Ümit Kayaçelebi

Çanakkale anıları

Ümit Kayaçelebi

  26. Alay 3. Tabur’un 25 Nisan günkü harekâtını Tabur Komutanı Mahmut Sabri şöyle aktarmaktadır:

“Bugün düşmanın ihracatı beş taburu geçmişti. Fakat iki taburdan ziyadesi mahvolmuştu. Takriben 450 kişi tenakus etti. Aynı zamanda düşman kütleleri fazlalaştı hatta harp çok büyüdü, geceleyin bir süngü hücumu tasmim edildi düşman da bunu biliyormuş gibi mütemadiyen tenvir tabancaları atıyordu. Garp Cephesi’ne gidildi. 9’uncu bölük zabıtan ve efradı ile mukadderatı millet bu gece bize bağlı olduğu düşmanın ilerlemesine mani olup ordumuza zaman kazandırırsak vazifemizi ikmal etmiş etmiş olacağız ve burada bulunduğumuz müddet zarfında gece her saat ordumuz için bir zafere düşmanımız için bir kahra sebep olacağı anlatıldı ve sebatımız lazım olduğu söylendi. Taburun yemeği Kirte’nin şimalindeki ağırlıktan yetişti yemek karanlık sebebiyle avcı hatlara kadar gönderildi. ‘Herkes olduğu mahalde kalacak’ emri verildi. Yemek getiren mekkâre hayvanına bindirilmesi mümkün olan mecruhların fazla silahlar yükletilerek gönderdiği ağır mecruhlar için sıhhiye bölüğünde araba irsali hakkında tekrar alaydan istirham edildi asker yemeğini layığı  ile yiyemedi, ateşle meşgul idi. Ekmek çuvalları dolu bir halde sargı mahallerinde mecruhun yanında kaldı, imdat geleceğini ve imdatla beraber süngü hücumu yapılacağını ve korkak düşmanın behemehâl  Allah’ın inayeti ile denize döküleceği tabur zayiatın ve efradına söylendi.

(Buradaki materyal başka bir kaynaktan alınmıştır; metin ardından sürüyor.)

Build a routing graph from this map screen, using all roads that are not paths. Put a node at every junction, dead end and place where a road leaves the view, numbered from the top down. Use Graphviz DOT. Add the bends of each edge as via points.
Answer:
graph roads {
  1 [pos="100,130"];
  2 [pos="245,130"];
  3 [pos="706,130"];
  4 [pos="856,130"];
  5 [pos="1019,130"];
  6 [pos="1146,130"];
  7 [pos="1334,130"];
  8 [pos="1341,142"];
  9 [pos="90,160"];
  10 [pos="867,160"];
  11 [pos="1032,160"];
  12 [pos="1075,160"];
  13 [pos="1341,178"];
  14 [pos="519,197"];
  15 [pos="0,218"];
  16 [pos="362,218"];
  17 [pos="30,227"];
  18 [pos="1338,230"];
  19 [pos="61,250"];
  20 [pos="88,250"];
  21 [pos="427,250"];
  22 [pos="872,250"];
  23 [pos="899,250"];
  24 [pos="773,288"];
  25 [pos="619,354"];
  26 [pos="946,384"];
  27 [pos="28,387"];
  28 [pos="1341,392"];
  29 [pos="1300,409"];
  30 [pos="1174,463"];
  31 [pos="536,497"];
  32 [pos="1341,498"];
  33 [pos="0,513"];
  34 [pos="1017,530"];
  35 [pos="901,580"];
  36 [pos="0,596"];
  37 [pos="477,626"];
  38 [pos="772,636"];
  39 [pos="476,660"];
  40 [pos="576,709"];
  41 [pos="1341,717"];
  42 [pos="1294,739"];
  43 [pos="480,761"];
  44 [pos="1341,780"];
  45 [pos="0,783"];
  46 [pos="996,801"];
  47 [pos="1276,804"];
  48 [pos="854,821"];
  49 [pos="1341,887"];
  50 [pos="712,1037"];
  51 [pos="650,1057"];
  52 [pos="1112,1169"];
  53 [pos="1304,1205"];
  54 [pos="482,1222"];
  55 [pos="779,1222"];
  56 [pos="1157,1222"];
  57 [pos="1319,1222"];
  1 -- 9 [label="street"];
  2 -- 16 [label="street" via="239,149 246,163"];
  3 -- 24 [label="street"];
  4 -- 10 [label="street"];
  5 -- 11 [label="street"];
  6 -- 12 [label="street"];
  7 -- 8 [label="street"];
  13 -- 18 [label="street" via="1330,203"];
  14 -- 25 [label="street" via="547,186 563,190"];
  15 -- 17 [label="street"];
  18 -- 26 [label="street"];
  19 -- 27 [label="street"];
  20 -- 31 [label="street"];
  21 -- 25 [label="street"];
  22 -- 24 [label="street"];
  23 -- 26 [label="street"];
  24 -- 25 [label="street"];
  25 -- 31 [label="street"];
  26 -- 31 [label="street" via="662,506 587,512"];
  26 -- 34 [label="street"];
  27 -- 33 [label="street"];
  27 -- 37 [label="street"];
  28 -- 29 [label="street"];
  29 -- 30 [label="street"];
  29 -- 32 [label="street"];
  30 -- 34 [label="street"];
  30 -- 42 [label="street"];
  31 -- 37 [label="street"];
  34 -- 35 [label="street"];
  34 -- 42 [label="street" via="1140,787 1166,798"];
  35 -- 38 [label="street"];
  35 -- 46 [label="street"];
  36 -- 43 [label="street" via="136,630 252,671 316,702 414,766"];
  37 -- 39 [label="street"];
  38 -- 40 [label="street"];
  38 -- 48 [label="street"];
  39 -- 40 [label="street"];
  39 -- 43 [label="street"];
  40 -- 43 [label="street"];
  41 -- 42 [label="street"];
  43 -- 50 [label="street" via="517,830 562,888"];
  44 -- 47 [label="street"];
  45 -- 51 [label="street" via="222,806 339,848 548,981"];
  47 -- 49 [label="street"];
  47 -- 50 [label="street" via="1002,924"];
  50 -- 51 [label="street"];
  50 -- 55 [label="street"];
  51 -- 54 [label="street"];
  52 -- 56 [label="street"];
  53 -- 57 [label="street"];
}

Efrat hem kurşun atıyor ve hem de süngü hücumu için emir bekliyordu düşmanın kuvveti le kendi kuvvetlerini mukayese etmeği hatlarına bile getirmiyorlardı. Garp Cephesi’ndeki altı takım kuvvetindeki zabit ve efradımıza karşı düşman üç beş takımdan ibaret iki bölük efradımıza karşı da nakliye vapurlarından makineli tüfeklerle sahile yapışan üç yüzden fazla düşman askeri bulunuyordu karanlık düşmanın ihracatına müsaade etti. Tekke Koyu’ndaki çıktığı gibi Ertuğrul Koyu’ndan da çıkıyordu askerlerimiz de atışta kusur etmiyordu vurulan kalıyor, vurulmayan arazinin girintili aksamında saklanıyordu.”

Mehmet Fasih Bey Kanlısırt Günlüğü, Mehmet Fasih Beyi’in  Çanakkale Anıları, Yay. Haz. Murat ÇULCU, İstanbul:  Araba Yayınları, 1997.

Yüzbaşı Mehmet Hilmi Bey, bataryanın her türlü durumu ile bizzat ilgileniyordu. İşlerin en iyi şekilde yürümesi için ne yapılması gerekiyorsa hızlı bir şekilde yerine getiriyordu. En ufak bir gecikme ya da ihmalin çok büyük kayıplara yol açabileceğini öngörüyor ve buna göre davranıyordu. 7 Mart 1915 tarihinde iki Fransız ve iki İngiliz zırhlısından ibaret olan bir filonun boğazdan girerek on iki bin metreden her biri ayrı 400-500 yüz metre çapında birer elips çizerek ateşe başlamıştı. İki saat kadar Anadolu Hamidiye Rumeli Mecidiye ve Dardanos Tabyası bombardıman edilmişti. Bugün Mecidiye’den kırk mermi atılmış; Mecidiye’ye iki yüz mermi düşmüştü.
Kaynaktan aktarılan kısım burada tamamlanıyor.